Thursday, April 25, 2013

Common Precedents: The Presentness of the Past in Victorian Law and Fiction


By Ayelet Ben-Yishai

Common Precedents maintains that precedent constitutes a sophisticated and powerful mechanism for managing social and cultural change. Reading major novels by George Eliot, Anthony Trollope, and Wilkie Collins, this analysis of law and literature shows that precedential reasoning enjoyed widespread cultural significance in the nineteenth-century as a means of preserving a sense of common history, values, and interests in the face of a new heterogeneous society. An in-depth analysis of Victorian law reports argues that precedential reasoning enables the recognition of the new and its assimilation as part of a continuous past. The binding force of precedent, which ties judges to decisions made by their predecessors, also functions as the binding element of an always shifting commonality, pulling it together in the face of rupture and dispersion.

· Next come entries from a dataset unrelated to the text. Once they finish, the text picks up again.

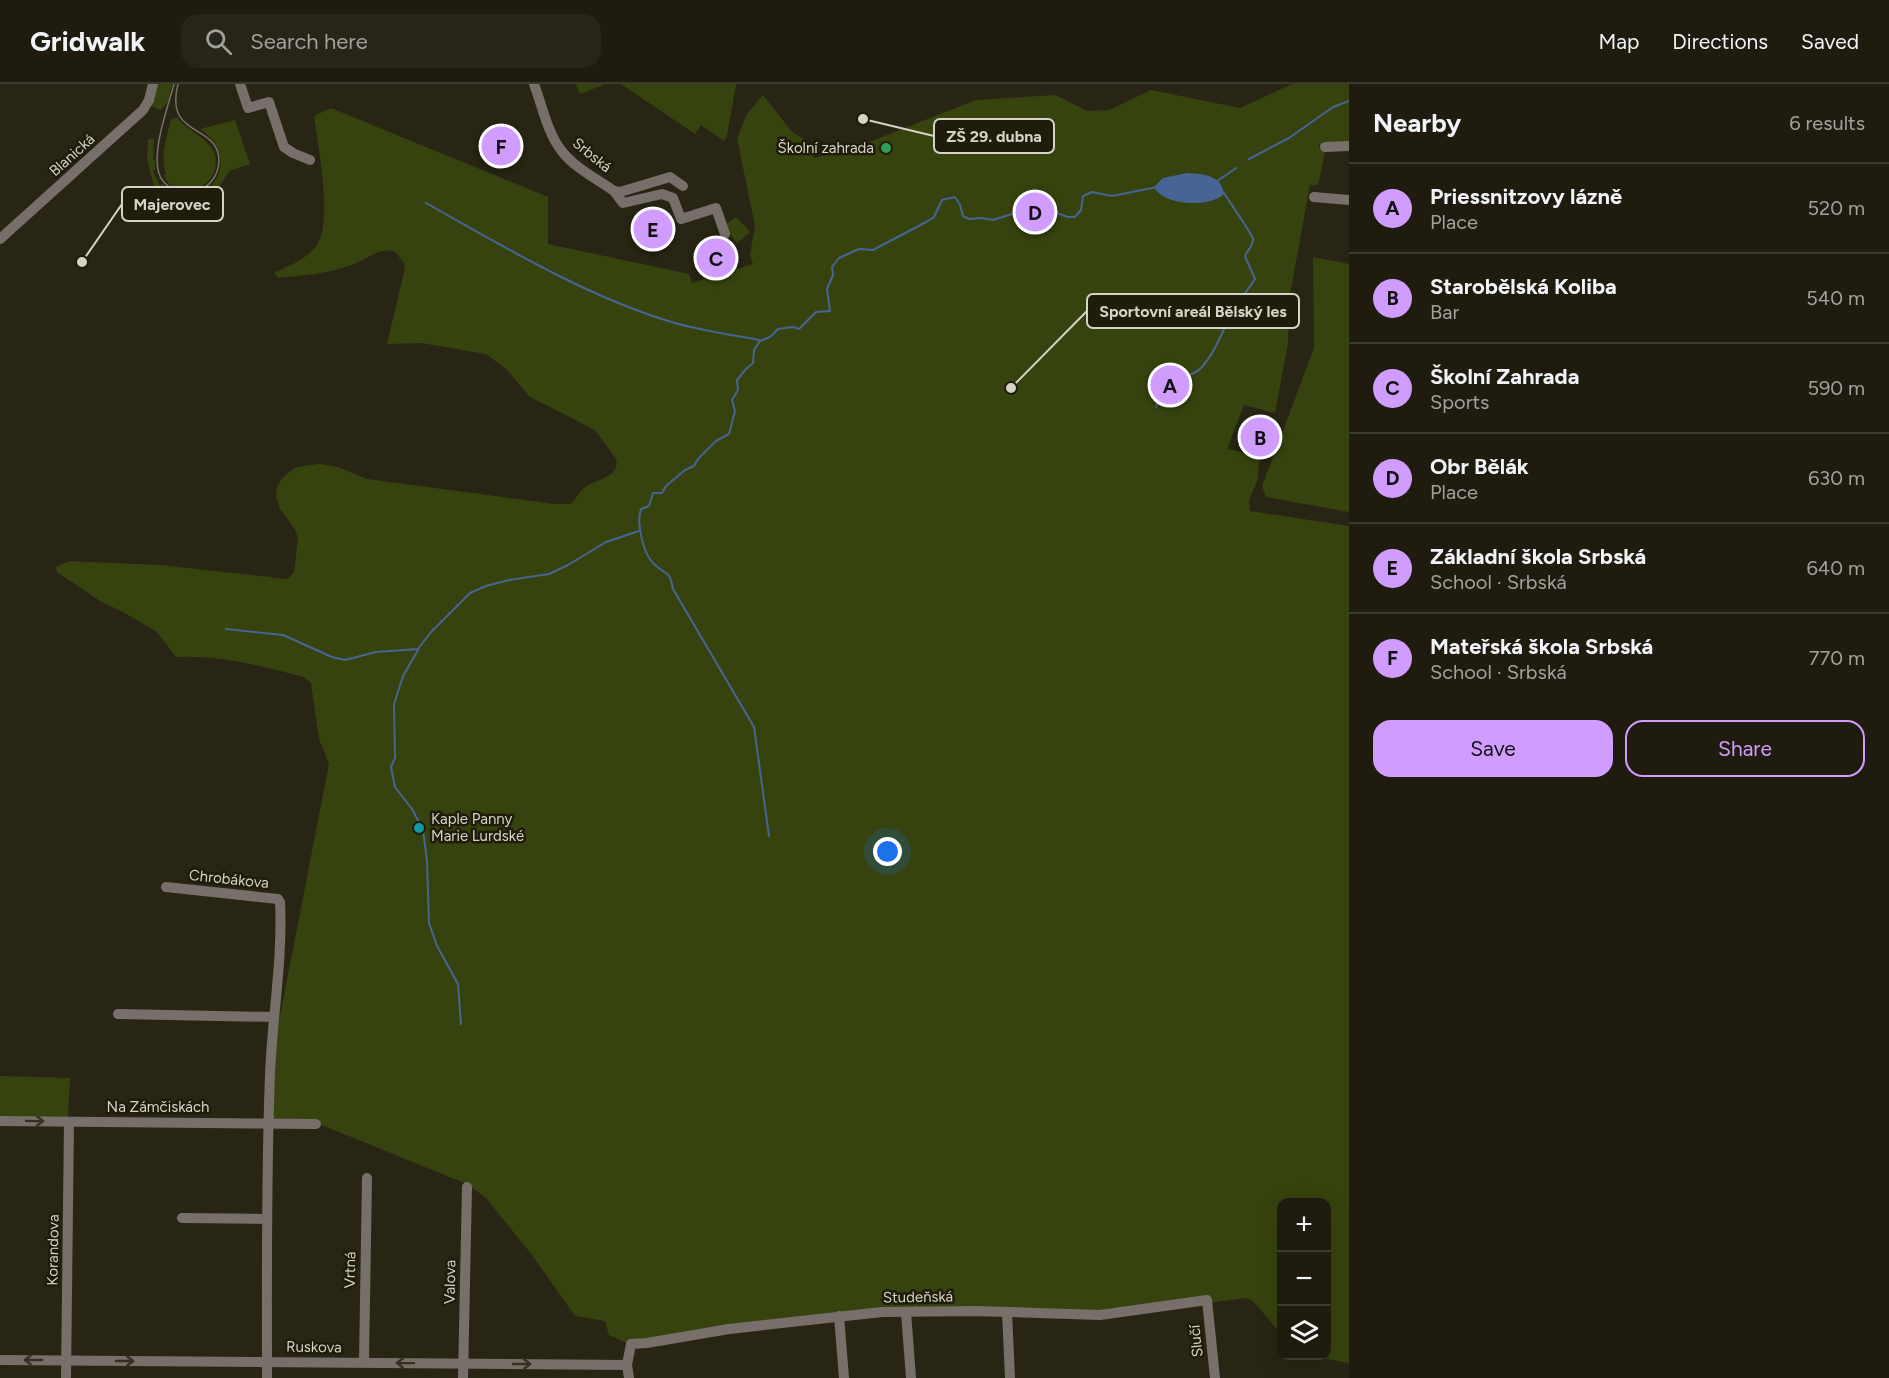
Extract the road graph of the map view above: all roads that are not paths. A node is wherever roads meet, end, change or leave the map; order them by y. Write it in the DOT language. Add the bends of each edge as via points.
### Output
graph roads {
  1 [pos="153,84"];
  2 [pos="240,84"];
  3 [pos="534,84"];
  4 [pos="1349,146"];
  5 [pos="1325,147"];
  6 [pos="310,160"];
  7 [pos="683,186"];
  8 [pos="614,191"];
  9 [pos="1314,197"];
  10 [pos="1349,200"];
  11 [pos="725,234"];
  12 [pos="0,239"];
  13 [pos="166,887"];
  14 [pos="118,1014"];
  15 [pos="274,1017"];
  16 [pos="0,1121"];
  17 [pos="69,1122"];
  18 [pos="268,1123"];
  19 [pos="316,1124"];
  20 [pos="367,1178"];
  21 [pos="467,1187"];
  22 [pos="182,1218"];
  23 [pos="267,1219"];
  24 [pos="1207,1300"];
  25 [pos="906,1312"];
  26 [pos="1007,1312"];
  27 [pos="839,1316"];
  28 [pos="0,1360"];
  29 [pos="66,1360"];
  30 [pos="267,1361"];
  31 [pos="364,1362"];
  32 [pos="463,1364"];
  33 [pos="627,1365"];
  34 [pos="66,1378"];
  35 [pos="267,1378"];
  36 [pos="463,1378"];
  37 [pos="629,1378"];
  38 [pos="844,1378"];
  39 [pos="911,1378"];
  40 [pos="1010,1378"];
  41 [pos="1215,1378"];
  1 -- 12 [label="street, Blanická" via="143,110"];
  2 -- 6 [label="street" via="248,108 269,102 284,147"];
  3 -- 8 [label="street, Srbská" via="562,152"];
  4 -- 5 [label="street"];
  7 -- 8 [label="street, Srbská" via="670,177"];
  8 -- 11 [label="street" via="623,203 662,194 673,198 681,219 716,208"];
  9 -- 10 [label="street"];
  13 -- 15 [label="street, Chrobákova" via="278,899 281,924"];
  14 -- 15 [label="street"];
  15 -- 18 [label="street, Chrobákova"];
  16 -- 17 [label="street, Na Zámčiskách, one-way"];
  17 -- 18 [label="street, Na Zámčiskách"];
  17 -- 29 [label="street, Korandova"];
  18 -- 19 [label="street, Na Zámčiskách"];
  18 -- 23 [label="street, Chrobákova"];
  20 -- 31 [label="street, Vrtná"];
  21 -- 32 [label="street, Valova"];
  22 -- 23 [label="street"];
  23 -- 30 [label="street, Chrobákova"];
  24 -- 26 [label="street, Studeňská" via="1100,1315"];
  24 -- 41 [label="street, Slučí"];
  25 -- 26 [label="street, Studeňská"];
  25 -- 27 [label="street, Studeňská"];
  25 -- 39 [label="street"];
  26 -- 40 [label="street"];
  27 -- 33 [label="street, Studeňská" via="631,1344"];
  27 -- 38 [label="street"];
  29 -- 28 [label="street, Ruskova, one-way"];
  29 -- 30 [label="street, Ruskova, one-way"];
  29 -- 34 [label="street, Korandova"];
  30 -- 31 [label="street, Ruskova"];
  30 -- 35 [label="street, Chrobákova"];
  32 -- 31 [label="street, Ruskova, one-way"];
  32 -- 33 [label="street, Ruskova, one-way"];
  32 -- 36 [label="street, Valova"];
  33 -- 37 [label="street"];
}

By appearing to bring the past seamlessly into the present, the form of legal precedent became material. It was vital to the preservation of a sense of commonality and continuity crucial to the common law and Victorian legal culture. But the impact of precedent extended beyond legal practices and institutions to the culture at large, and especially to its fiction. Ben-Yishai's monograph argues that understanding the structure of precedent also explains fictional form: how fictionality works, its epistemology, and the ways in which its commonalities are socially constructed, maintained, and reified. Common Precedents thus presents a cultural history of the forms of precedent and an intricate study of the formation of social convention.

Features
  • Reveals how precedential reasoning as a strategy for managing change produced innovations in legal and fictional writing
  • Identifies precedential reasoning as the fundamental epistemological paradigm employed by Victorians
  • Brings together a rare combination of considerable legal and literary knowledge

"Common Precedents is a fascinating study of the form and substance of the formation of social convention. It's lucid, informative, and offers some truly brilliant readings." –Elaine Freedgood, author of The Ideas in Things: Fugitive Meaning in the Victorian Novel

Purchase from Amazon or Oxford UP

Saturday, April 20, 2013

Are We There Yet? Virtual Travel and Victorian Realism


By Alison Byerly

Are We There Yet? Virtual Travel and Victorian Realism connects the Victorian fascination with "virtual travel" with the rise of realism in nineteenth-century fiction and twenty-first-century experiments in virtual reality. Even as the expansion of river and railway networks in the nineteenth century made travel easier than ever before, staying at home and fantasizing about travel turned into a favorite pastime. New ways of representing place—360-degree panoramas, foldout river maps, exhaustive railway guides—offered themselves as substitutes for actual travel. Thinking of these representations as a form of "virtual travel" reveals a surprising continuity between the Victorian fascination with imaginative dislocation and twenty-first -century efforts to use digital technology to expand the physical boundaries of the self.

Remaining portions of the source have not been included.